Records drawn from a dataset
------------------------------------
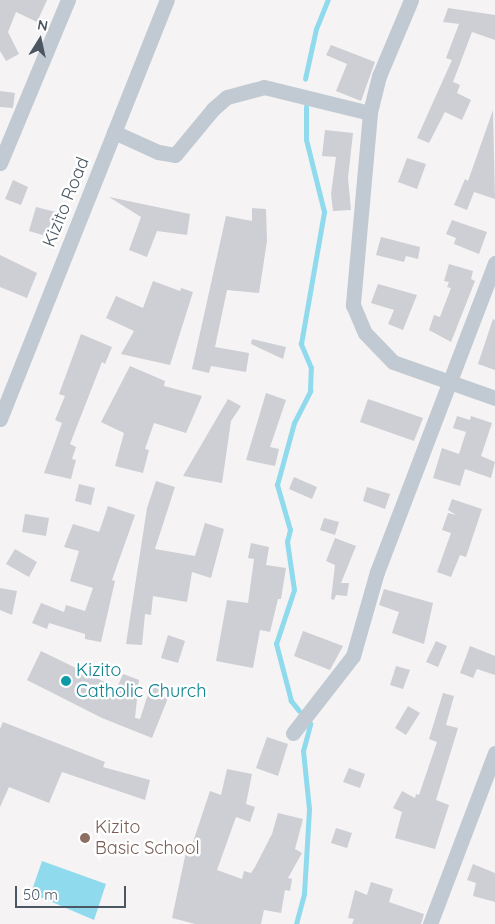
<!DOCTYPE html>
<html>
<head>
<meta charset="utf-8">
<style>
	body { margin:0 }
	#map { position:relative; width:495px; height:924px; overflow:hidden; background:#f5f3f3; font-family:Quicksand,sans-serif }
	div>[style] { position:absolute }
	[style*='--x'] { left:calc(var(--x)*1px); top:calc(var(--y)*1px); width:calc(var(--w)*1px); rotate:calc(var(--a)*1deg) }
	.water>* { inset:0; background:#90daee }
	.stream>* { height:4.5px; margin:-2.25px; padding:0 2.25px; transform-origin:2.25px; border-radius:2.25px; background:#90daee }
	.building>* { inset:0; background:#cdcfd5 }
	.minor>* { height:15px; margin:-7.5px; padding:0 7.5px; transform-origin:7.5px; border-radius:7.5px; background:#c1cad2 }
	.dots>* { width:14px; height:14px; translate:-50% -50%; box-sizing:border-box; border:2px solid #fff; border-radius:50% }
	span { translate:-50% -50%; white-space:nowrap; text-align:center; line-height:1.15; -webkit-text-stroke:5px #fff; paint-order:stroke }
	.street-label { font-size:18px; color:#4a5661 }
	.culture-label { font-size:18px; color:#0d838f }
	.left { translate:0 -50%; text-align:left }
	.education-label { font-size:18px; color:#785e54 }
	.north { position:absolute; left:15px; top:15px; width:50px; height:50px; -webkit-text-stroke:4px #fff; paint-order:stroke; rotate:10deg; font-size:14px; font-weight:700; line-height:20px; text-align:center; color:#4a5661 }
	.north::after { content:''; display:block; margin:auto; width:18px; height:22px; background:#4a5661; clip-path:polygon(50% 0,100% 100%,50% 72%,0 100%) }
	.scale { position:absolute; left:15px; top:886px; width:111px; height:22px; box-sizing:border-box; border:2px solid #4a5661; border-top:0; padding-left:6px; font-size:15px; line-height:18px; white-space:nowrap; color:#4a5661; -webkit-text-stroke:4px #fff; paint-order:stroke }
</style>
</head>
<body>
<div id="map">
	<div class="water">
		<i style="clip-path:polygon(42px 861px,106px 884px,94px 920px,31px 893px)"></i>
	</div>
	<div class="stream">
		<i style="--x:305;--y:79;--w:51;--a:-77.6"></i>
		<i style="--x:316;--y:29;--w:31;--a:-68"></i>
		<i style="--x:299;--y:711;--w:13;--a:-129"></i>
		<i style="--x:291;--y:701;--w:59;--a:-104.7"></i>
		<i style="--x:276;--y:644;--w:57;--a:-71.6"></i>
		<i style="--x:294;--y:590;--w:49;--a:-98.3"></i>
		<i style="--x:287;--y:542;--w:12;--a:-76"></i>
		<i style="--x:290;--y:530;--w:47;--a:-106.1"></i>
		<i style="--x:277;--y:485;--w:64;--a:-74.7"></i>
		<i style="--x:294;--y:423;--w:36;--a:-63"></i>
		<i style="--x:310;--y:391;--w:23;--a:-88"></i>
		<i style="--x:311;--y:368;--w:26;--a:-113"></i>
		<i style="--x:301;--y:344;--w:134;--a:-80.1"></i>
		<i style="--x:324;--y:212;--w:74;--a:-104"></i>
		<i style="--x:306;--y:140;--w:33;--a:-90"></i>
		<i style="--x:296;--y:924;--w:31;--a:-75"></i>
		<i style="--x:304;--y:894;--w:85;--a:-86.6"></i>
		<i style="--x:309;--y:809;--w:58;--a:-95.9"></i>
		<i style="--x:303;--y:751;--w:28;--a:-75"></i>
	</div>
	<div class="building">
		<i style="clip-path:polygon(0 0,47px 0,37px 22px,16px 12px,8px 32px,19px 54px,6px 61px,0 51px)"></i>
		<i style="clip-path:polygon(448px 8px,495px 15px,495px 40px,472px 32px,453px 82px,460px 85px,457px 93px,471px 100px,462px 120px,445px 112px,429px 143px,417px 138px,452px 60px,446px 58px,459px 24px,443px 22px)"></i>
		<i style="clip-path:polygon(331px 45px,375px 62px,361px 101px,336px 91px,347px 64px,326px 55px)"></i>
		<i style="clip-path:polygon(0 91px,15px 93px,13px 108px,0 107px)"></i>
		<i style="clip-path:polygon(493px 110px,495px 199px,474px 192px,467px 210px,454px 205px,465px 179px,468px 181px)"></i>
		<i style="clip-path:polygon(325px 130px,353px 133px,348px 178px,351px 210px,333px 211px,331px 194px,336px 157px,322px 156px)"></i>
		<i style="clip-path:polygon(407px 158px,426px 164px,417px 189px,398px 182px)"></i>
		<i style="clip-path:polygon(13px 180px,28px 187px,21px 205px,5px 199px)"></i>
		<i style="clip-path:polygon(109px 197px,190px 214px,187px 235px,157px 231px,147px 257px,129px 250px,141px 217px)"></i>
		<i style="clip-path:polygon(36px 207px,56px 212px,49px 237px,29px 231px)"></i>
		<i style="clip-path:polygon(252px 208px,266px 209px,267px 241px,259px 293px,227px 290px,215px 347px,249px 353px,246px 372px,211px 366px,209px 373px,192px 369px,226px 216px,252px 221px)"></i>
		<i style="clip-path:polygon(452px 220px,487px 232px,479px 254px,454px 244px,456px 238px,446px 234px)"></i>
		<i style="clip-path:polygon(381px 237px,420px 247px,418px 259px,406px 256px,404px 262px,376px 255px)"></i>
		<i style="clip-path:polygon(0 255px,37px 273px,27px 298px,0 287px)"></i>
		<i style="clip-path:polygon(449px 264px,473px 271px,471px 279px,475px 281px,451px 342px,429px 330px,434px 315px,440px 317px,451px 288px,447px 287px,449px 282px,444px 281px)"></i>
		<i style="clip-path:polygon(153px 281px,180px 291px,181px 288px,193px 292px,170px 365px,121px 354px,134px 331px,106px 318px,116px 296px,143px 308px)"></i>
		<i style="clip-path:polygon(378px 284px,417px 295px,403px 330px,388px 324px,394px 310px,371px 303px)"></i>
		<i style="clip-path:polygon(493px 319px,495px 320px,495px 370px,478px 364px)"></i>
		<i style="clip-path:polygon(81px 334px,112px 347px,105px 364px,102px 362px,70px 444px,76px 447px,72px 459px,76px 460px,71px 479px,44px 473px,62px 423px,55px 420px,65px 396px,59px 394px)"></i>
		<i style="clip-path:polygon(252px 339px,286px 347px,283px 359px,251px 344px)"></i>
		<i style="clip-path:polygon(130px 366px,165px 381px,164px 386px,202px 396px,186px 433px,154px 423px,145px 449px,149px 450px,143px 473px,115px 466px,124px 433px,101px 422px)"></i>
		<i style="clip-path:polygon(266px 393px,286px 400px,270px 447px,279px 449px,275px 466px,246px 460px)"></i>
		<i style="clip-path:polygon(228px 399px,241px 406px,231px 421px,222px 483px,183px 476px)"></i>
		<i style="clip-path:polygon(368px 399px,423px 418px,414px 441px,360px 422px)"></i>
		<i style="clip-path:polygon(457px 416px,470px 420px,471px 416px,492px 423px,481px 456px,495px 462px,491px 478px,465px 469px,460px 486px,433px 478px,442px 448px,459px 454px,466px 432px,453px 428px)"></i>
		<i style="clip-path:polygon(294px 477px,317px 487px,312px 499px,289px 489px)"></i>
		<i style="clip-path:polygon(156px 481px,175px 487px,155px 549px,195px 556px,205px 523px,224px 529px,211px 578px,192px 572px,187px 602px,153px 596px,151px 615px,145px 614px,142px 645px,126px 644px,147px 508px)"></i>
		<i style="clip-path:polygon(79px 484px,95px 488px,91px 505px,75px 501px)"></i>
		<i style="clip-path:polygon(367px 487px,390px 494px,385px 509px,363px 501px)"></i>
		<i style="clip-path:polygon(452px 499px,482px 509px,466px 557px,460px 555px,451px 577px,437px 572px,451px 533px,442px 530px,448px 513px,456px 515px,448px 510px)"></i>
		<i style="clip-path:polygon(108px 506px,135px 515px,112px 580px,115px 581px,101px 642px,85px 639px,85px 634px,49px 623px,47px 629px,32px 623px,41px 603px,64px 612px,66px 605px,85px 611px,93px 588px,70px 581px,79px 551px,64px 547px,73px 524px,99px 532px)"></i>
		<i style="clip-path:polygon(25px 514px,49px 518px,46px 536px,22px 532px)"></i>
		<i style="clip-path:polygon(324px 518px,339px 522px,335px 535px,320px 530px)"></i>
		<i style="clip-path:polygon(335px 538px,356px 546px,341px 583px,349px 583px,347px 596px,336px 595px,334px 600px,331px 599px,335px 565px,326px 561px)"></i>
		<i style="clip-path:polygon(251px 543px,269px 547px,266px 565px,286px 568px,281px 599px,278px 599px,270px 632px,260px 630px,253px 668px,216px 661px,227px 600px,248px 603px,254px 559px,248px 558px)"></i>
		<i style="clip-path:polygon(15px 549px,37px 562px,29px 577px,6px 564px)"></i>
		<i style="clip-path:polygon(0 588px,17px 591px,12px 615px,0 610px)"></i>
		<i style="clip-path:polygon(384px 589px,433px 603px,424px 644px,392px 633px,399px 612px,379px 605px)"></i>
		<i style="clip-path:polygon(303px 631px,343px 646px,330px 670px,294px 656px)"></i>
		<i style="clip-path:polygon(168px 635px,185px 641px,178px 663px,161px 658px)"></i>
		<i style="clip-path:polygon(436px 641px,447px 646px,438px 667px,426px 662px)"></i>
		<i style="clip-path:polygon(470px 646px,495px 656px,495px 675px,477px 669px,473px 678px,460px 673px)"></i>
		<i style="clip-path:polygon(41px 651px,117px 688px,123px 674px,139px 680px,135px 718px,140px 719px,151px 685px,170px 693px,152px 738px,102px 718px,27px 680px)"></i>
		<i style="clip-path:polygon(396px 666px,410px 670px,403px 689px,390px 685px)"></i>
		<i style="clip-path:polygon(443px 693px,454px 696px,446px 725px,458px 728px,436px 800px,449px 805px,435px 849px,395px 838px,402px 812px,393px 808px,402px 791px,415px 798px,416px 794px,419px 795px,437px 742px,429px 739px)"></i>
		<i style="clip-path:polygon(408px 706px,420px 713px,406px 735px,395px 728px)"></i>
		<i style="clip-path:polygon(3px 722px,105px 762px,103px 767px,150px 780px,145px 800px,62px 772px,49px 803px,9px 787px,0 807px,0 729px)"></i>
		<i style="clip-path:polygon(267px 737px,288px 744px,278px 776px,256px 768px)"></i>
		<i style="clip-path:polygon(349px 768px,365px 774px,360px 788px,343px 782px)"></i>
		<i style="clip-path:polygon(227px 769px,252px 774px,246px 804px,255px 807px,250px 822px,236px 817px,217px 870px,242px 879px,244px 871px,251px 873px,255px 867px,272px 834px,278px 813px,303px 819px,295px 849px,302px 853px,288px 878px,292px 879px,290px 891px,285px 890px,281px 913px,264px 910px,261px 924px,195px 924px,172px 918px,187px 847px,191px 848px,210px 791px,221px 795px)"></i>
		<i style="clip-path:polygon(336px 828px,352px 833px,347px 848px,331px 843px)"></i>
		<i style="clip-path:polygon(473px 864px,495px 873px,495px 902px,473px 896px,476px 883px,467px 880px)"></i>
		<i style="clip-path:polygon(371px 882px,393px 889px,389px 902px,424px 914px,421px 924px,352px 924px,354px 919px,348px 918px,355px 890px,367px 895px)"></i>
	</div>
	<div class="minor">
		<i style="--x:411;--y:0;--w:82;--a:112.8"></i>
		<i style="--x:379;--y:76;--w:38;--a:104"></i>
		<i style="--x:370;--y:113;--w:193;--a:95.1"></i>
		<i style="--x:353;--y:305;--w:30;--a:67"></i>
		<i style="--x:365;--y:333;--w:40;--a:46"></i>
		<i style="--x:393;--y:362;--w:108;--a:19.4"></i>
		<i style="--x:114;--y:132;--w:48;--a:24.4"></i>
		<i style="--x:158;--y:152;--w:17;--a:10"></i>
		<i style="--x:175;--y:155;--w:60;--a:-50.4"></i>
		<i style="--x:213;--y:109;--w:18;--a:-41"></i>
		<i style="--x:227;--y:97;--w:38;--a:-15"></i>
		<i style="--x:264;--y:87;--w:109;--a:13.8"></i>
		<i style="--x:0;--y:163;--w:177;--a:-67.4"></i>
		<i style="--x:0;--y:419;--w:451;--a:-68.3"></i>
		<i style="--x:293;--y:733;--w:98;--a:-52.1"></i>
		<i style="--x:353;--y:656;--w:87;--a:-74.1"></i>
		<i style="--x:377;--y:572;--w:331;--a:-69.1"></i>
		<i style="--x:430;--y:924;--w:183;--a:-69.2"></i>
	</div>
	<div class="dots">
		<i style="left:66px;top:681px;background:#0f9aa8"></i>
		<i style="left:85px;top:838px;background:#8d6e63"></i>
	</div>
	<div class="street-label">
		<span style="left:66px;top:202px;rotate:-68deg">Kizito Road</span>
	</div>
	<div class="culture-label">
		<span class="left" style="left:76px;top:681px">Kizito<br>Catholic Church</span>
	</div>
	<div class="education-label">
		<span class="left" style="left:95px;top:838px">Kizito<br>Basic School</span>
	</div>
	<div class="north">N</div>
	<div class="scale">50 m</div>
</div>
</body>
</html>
------------------------------------
● **Work required**: From the entries above, copy each line that holds "stream".

● **Solution to the exercise**:
	.stream>* { height:4.5px; margin:-2.25px; padding:0 2.25px; transform-origin:2.25px; border-radius:2.25px; background:#90daee }
	<div class="stream">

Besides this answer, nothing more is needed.